Collected data
((

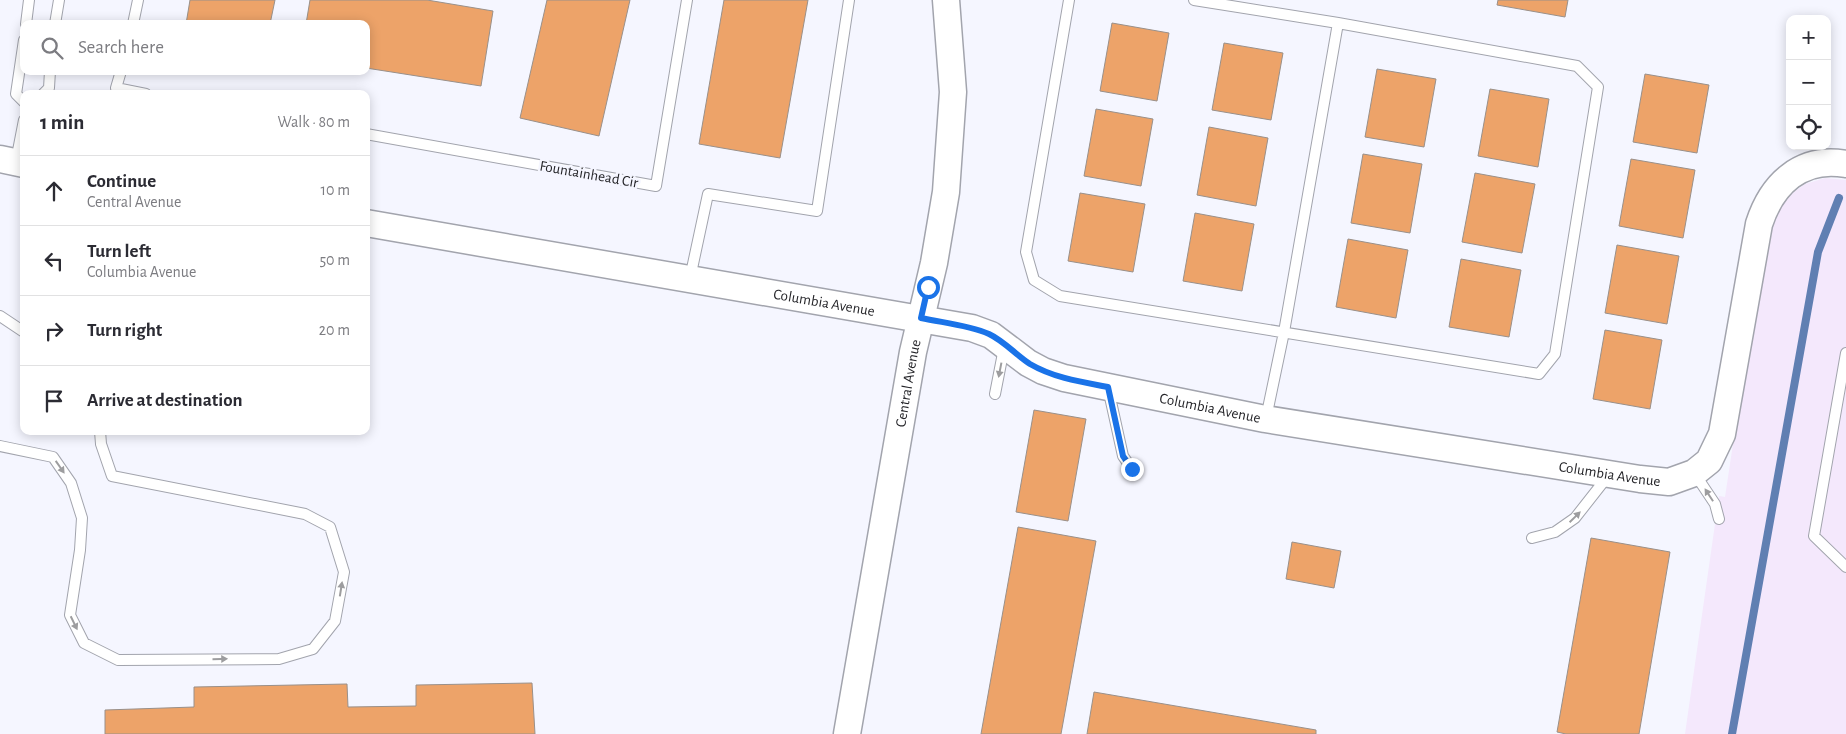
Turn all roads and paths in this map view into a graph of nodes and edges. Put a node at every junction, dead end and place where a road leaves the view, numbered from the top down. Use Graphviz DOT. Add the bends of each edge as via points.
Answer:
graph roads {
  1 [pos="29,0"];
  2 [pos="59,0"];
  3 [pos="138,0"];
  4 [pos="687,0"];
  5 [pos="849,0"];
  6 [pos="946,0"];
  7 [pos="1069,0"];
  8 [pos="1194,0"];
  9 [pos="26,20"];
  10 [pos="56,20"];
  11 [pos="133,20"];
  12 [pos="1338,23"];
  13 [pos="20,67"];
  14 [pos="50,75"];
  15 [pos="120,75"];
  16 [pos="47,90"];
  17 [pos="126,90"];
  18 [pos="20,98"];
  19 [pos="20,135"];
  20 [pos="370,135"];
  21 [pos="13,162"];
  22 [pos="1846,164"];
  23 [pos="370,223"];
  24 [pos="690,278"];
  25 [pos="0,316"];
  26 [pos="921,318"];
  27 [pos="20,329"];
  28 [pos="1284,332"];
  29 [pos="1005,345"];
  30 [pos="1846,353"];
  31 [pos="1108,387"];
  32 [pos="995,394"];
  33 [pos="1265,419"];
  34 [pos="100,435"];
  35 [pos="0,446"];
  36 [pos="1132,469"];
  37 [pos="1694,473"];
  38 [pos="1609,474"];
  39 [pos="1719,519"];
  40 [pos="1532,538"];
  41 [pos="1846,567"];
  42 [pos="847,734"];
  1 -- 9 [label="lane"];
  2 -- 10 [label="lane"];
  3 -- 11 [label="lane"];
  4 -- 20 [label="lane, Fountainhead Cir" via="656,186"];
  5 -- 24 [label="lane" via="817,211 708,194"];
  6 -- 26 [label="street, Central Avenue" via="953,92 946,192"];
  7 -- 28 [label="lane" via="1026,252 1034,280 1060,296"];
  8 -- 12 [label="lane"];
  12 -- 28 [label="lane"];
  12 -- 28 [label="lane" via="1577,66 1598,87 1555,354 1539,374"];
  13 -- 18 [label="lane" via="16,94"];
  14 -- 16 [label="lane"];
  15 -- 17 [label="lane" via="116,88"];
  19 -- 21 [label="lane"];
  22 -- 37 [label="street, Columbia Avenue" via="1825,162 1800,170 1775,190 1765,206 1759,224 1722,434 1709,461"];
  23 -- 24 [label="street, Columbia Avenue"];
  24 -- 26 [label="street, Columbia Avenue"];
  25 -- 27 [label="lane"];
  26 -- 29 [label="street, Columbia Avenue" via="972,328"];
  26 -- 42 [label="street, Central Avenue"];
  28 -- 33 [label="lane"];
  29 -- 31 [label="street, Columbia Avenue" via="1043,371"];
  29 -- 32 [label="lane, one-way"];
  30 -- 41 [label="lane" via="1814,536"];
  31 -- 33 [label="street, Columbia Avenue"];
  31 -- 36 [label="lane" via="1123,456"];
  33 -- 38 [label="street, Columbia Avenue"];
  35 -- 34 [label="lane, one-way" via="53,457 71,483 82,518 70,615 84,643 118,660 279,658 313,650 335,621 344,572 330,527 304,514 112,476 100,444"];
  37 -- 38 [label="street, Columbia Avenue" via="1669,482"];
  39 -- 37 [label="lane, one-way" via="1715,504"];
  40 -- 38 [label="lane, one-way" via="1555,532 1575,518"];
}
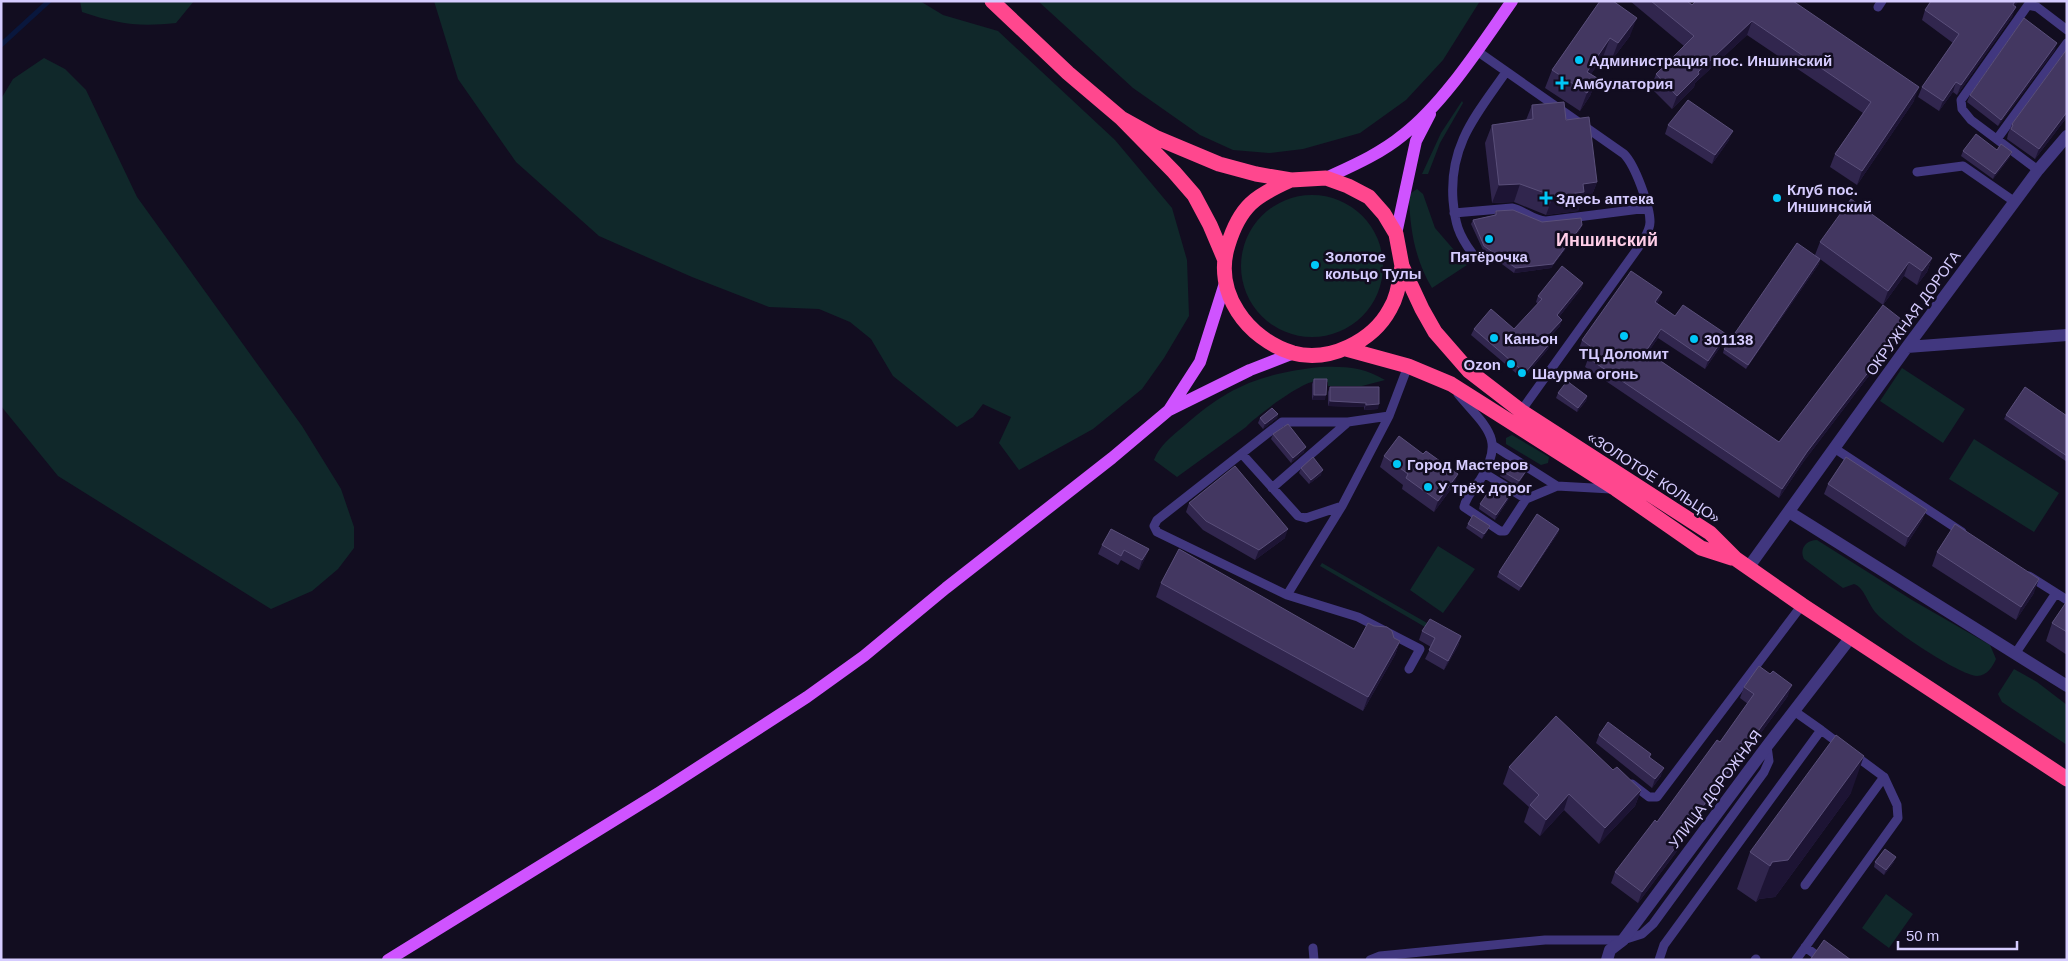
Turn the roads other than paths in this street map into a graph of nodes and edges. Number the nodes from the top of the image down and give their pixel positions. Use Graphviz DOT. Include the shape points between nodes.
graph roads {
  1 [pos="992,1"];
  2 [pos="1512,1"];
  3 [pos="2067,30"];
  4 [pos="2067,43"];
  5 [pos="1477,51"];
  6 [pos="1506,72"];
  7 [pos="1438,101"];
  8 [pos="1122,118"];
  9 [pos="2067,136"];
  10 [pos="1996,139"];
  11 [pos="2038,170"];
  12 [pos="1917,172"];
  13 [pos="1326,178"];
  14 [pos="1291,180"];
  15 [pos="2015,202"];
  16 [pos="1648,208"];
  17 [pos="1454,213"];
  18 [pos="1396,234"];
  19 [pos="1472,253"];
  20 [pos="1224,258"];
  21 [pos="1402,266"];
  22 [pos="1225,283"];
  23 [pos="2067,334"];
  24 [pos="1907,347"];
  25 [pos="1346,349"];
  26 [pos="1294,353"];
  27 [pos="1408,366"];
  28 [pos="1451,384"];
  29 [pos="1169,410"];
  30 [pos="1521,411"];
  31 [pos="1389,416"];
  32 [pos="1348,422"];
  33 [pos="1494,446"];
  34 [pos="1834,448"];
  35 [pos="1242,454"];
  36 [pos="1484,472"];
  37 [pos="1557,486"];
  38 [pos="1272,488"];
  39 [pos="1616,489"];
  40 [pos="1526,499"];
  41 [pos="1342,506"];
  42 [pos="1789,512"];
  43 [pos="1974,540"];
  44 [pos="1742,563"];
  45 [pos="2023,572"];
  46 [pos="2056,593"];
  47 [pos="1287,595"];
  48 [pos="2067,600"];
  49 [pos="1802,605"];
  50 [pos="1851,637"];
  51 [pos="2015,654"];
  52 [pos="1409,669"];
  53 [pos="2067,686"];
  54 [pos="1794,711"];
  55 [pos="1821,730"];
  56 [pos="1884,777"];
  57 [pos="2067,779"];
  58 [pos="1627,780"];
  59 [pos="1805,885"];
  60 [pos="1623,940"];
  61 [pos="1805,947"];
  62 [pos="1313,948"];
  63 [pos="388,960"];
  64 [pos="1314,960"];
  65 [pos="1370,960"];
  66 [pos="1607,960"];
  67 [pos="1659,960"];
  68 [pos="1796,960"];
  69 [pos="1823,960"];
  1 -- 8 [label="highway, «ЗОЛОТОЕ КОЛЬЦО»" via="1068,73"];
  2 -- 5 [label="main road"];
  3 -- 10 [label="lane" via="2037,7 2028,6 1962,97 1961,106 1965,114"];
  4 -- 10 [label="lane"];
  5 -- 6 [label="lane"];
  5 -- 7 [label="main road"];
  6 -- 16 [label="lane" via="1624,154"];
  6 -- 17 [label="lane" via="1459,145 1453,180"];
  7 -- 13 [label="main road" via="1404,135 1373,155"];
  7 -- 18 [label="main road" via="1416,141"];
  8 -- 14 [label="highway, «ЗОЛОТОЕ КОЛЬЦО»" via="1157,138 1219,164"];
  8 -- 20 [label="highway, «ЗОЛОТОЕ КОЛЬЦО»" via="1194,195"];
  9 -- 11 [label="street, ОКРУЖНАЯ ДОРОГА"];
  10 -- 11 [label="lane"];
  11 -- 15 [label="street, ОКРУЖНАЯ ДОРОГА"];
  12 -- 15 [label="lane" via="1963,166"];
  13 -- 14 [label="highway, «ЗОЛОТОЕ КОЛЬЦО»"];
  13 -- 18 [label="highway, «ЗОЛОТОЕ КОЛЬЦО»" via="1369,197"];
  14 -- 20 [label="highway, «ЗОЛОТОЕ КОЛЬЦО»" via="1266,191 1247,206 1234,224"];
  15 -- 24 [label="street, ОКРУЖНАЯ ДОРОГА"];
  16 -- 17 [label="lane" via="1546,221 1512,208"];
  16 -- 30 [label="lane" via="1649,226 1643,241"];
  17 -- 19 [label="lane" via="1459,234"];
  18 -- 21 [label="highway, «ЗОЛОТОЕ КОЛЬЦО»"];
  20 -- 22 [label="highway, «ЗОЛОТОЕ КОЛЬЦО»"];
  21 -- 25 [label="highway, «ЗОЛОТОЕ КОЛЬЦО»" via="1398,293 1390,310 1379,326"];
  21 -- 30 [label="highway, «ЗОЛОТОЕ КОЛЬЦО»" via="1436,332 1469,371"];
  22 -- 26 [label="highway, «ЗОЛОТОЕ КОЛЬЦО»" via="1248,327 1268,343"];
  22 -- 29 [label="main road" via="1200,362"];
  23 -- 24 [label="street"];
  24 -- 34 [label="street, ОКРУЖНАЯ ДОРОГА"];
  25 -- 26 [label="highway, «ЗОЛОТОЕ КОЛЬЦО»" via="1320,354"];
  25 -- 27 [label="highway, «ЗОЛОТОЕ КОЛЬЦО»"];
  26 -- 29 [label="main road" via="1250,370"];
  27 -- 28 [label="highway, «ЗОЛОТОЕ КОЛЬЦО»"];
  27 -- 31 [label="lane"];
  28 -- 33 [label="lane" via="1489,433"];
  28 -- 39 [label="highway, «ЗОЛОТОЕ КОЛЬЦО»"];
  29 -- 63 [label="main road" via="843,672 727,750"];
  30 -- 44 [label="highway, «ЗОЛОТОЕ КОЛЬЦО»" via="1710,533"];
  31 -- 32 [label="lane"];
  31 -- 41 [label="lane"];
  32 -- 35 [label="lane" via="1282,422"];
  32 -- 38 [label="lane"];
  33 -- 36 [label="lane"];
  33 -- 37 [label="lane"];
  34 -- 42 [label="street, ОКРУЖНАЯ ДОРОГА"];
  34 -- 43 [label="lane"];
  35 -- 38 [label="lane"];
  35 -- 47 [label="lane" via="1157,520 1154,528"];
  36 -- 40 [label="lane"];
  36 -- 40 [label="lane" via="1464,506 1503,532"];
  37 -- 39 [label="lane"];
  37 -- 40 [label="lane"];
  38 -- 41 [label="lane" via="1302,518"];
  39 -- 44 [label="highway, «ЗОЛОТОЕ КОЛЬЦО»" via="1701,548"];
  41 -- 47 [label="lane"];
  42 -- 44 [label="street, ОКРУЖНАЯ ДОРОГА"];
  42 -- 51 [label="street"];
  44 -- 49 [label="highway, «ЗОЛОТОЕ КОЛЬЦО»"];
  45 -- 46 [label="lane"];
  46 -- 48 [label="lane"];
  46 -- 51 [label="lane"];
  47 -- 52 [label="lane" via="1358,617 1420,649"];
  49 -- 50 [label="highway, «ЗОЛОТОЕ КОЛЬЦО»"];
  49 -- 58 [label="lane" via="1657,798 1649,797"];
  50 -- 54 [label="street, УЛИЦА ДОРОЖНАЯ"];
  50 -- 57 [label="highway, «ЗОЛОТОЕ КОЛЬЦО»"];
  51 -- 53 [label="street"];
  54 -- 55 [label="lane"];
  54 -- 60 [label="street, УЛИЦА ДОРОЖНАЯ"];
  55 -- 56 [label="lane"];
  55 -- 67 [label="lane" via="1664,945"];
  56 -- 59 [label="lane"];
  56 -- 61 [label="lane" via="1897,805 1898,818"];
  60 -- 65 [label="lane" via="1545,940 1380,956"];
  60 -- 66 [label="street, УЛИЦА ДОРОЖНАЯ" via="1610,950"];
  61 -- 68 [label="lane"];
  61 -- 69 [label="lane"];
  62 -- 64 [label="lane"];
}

))

**What you have to do**
Check each line of the records above for "Central", and copy those that have it.

**Response to the exercise**
  6 -- 26 [label="street, Central Avenue" via="953,92 946,192"];
  26 -- 42 [label="street, Central Avenue"];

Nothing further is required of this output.